NEW YORK (TheStreet) -- Wall Street firms are finding it tough to set up compensation packages that are considered appropriate by the public and adequate to retain top talent.
The most high-profile pay packages, of course, are those of the CEO and other top earners that must be disclosed in regulatory filings.
But while top management may get raises or pay cuts or see more of their compensation weighted in stock, it's hard to get a read on what's going on with the rank and file employees.

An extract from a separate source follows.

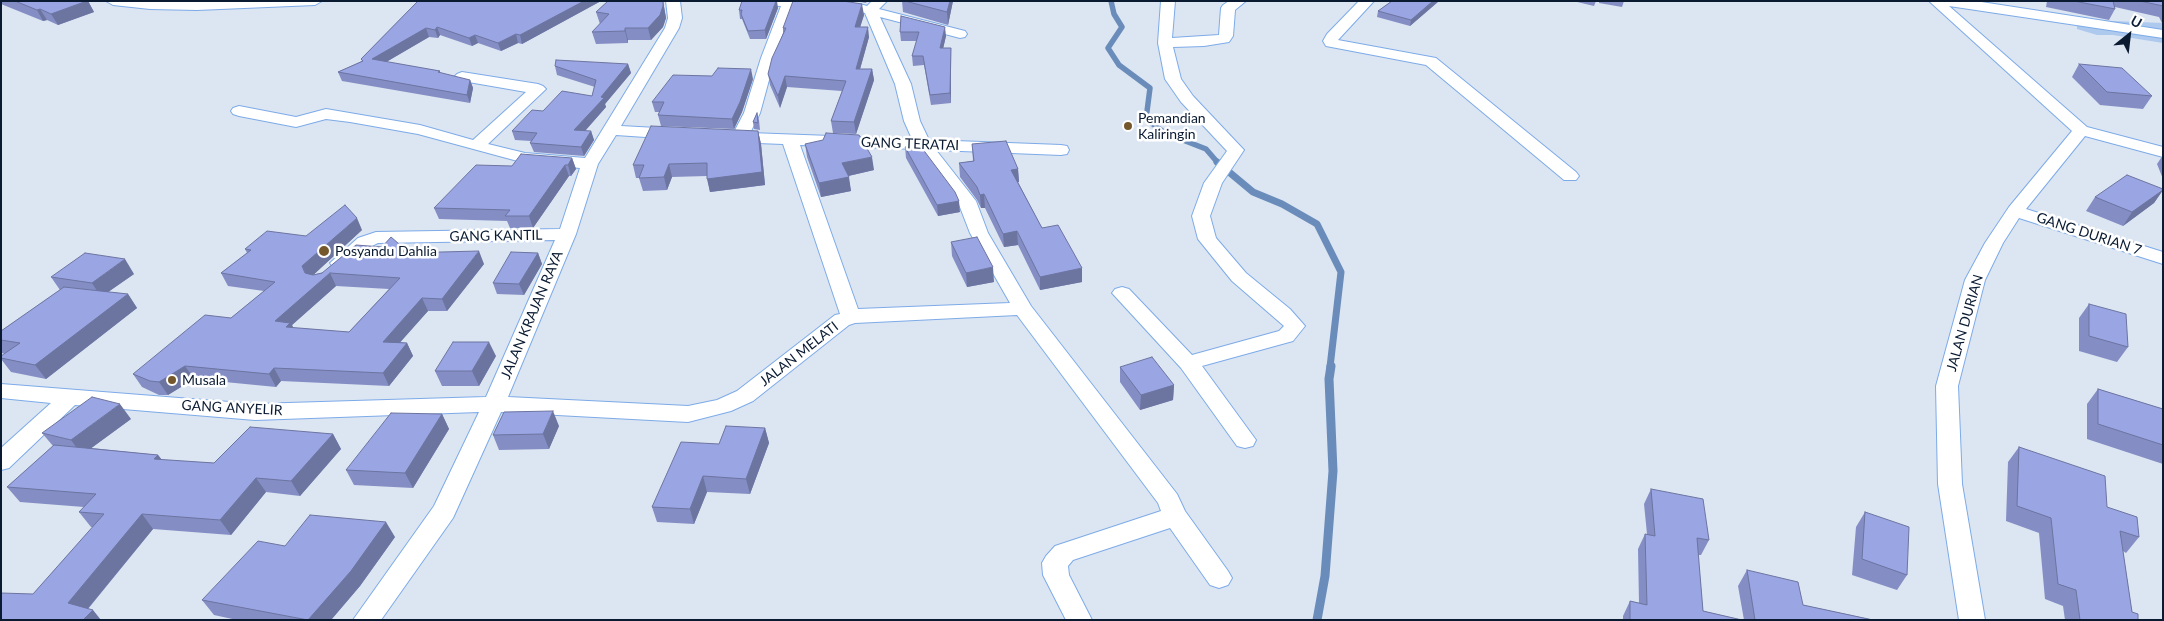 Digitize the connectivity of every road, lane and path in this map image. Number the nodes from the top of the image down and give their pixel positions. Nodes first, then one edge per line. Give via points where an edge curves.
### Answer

For instance, Citigroup (C), like most other Wall Street banks, has been trending toward more bonus pay in stock, rather than cash, for traders and investment bankers. The shift has been gradual over the past few years and is based both on guidance from the Obama administration's so-called "pay czar" and a widespread belief that, in the past, banker incentives were not aligned closely enough with risk management and the broader health of the company.But unlike reports suggesting that there is a consistent level of cash vs. stock for all employees, there is no broad mandate at Citi to pay traders and investment bankers the same way across the board. Some individuals may receive 65% of their pay in cash, while others might get a 50-50 cash-stock split, according to a source familiar with the matter. "People have been getting paid more in stock, but not everyone is getting the same formula - it's just very different," said the source, who was not authorized to speak publicly on the matter. Across Wall Street, the norm has moved more toward stock-based compensation over the past few years. The change began in 2009, when the Obama administration hired Kenneth Feinberg to oversee compensation practices at bailed-out companies. He was installed after public furor over bonuses at American International Group (AIG). Feinberg had direct authority over the top paid employees at firms that still owed the government money and famously kept companies like Citi and AIG on a short leash. Citi lost one of its most profitable traders, Andrew Hall, divesting his commodities trading division because of his $100 million payout. AIG CEO Robert Benmosche battled with Feinberg over the restrictions, and ultimately the insurer's general counsel and her deputy left because they felt undercompensated.